- _EXERCISE DETAILS_
Please set down every entry below exactly as given.

---------- RECORDS PROVIDED

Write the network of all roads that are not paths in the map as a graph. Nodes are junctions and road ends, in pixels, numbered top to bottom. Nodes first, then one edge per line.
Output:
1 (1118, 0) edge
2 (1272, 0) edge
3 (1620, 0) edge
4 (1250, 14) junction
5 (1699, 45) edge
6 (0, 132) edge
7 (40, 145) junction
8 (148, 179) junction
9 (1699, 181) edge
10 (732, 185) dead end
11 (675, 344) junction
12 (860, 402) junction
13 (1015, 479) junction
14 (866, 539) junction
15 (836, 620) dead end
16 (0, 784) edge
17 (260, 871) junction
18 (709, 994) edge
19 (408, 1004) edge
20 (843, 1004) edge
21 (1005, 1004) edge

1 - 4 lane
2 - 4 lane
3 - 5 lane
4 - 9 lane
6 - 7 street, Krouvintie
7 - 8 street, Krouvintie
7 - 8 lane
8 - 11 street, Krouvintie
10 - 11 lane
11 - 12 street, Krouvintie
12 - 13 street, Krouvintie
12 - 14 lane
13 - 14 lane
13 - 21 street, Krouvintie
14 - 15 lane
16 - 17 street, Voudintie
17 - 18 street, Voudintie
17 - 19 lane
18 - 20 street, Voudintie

--------------------

- _SOLUTION FOR THIS TASK_
Write the network of all roads that are not paths in the map as a graph. Nodes are junctions and road ends, in pixels, numbered top to bottom. Nodes first, then one edge per line.
Output:
1 (1118, 0) edge
2 (1272, 0) edge
3 (1620, 0) edge
4 (1250, 14) junction
5 (1699, 45) edge
6 (0, 132) edge
7 (40, 145) junction
8 (148, 179) junction
9 (1699, 181) edge
10 (732, 185) dead end
11 (675, 344) junction
12 (860, 402) junction
13 (1015, 479) junction
14 (866, 539) junction
15 (836, 620) dead end
16 (0, 784) edge
17 (260, 871) junction
18 (709, 994) edge
19 (408, 1004) edge
20 (843, 1004) edge
21 (1005, 1004) edge

1 - 4 lane
2 - 4 lane
3 - 5 lane
4 - 9 lane
6 - 7 street, Krouvintie
7 - 8 street, Krouvintie
7 - 8 lane
8 - 11 street, Krouvintie
10 - 11 lane
11 - 12 street, Krouvintie
12 - 13 street, Krouvintie
12 - 14 lane
13 - 14 lane
13 - 21 street, Krouvintie
14 - 15 lane
16 - 17 street, Voudintie
17 - 18 street, Voudintie
17 - 19 lane
18 - 20 street, Voudintie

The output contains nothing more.